National Lottery

Big Jon’s dad:
I also can’t see why a rollover changes the chances of winning.

It doesn’t, but the prize fund is greater.

Big Jon’s dad:
If the normal prize is 2 to 3 million, isn’t that enough for anyone to be comfortable for life?

Give it 18 months and it won’t be enough to buy a loaf of bread, people will be emptying it out in order to steal the wheelbarrow you were taking it to the shop with :wink:

Harry Monk:

Big Jon’s dad:
I also can’t see why a rollover changes the chances of winning.

It doesn’t, but the prize fund is greater.

Big Jon’s dad:
If the normal prize is 2 to 3 million, isn’t that enough for anyone to be comfortable for life?

Give it 18 months and it won’t be enough to buy a loaf of bread, people will be emptying it out in order to steal the wheelbarrow you were taking it to the shop with :wink:

A minute ago you were an greedy optimist when you thought you might win. Now you want to play the pesimism card. Tch, you want to face both ways Harry.

Harry Monk:
Two points here…

  1. Somebody wins it.

Yeh, but it ain’t gonna be you…

Harry Monk:
2. If I buy a pint of beer then that is money down the drain. My odds on winning a fortune because of buying a pint of beer are even poorer.

Did you enjoy the beer though? If you did then you had value for money. Not so, when your lottery ticket is duff.
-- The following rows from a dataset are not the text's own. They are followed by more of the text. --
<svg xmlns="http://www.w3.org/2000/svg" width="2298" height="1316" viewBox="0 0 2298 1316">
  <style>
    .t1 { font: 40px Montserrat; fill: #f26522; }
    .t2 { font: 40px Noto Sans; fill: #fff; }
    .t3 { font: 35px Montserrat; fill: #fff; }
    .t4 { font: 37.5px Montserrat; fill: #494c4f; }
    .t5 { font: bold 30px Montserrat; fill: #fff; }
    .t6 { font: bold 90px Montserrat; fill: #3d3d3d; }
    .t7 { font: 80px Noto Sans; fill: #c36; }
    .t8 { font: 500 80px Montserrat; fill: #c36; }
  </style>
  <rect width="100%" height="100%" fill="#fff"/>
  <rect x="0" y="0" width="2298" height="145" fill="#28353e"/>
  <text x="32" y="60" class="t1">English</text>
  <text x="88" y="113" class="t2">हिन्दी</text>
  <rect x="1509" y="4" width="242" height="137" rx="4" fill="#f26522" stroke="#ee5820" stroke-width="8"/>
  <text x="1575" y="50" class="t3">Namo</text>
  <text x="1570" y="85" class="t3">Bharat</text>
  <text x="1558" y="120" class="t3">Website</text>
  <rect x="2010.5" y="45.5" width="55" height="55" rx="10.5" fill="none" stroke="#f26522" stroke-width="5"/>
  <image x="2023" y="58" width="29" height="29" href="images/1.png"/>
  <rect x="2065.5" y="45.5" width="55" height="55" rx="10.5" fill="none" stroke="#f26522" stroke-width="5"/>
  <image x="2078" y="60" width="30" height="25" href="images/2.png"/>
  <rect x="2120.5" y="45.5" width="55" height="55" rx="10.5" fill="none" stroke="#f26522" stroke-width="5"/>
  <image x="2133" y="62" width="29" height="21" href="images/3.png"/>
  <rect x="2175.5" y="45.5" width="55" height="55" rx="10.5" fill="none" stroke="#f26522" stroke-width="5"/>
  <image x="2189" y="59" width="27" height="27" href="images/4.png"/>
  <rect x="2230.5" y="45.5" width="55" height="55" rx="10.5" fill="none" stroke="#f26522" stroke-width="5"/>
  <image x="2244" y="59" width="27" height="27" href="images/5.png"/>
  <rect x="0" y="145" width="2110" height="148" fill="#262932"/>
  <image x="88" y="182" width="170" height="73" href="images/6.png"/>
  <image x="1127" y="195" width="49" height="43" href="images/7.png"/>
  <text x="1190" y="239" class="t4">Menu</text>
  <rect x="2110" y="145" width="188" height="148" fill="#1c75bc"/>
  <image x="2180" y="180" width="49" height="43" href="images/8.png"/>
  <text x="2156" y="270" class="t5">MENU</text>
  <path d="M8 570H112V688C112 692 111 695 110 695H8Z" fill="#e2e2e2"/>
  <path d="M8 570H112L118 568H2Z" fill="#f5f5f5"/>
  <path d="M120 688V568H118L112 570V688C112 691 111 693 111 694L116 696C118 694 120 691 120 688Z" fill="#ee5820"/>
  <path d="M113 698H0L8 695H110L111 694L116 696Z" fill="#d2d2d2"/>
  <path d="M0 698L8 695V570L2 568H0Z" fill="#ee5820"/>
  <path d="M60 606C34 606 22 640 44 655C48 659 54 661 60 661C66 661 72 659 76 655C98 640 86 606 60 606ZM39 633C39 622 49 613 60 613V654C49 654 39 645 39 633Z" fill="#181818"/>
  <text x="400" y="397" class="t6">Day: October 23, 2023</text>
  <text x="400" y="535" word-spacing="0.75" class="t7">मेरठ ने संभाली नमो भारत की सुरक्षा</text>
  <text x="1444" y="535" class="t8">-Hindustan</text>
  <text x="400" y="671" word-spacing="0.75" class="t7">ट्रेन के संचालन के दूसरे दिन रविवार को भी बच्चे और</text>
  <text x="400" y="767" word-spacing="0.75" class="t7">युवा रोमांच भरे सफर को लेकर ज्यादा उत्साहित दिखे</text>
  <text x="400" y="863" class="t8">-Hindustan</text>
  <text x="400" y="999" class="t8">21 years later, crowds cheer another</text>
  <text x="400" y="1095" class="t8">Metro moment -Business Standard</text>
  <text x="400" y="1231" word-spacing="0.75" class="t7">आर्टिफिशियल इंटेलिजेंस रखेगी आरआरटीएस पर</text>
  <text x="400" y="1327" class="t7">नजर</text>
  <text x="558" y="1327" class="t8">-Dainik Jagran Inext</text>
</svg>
All you got was a spoiled dream.

Big Jon’s dad:
. I guess some people were born to be losers, eh? :unamused:

Oh maybe I’d be better off spending that £1 on a packet of razor blades if I’m such a loser? :cry:
but on a more positive way of looking at being a loser is’nt there a saying that everyone loves a loser? I Just need to find me somebody to love (Yep loser there too!), maybe I could bump into him in that queue for my losing lottery ticket?

xtruckerlady:
I have a go when I remember and have had a few small wins - think the biggest was about £75, but I always look on the lottery as a pounds worth of dreams for a week. I do think the top prize should be limited to 1 million, and the prize value for 4 numbers should be higher but any extra (prize money) should go the the NHS.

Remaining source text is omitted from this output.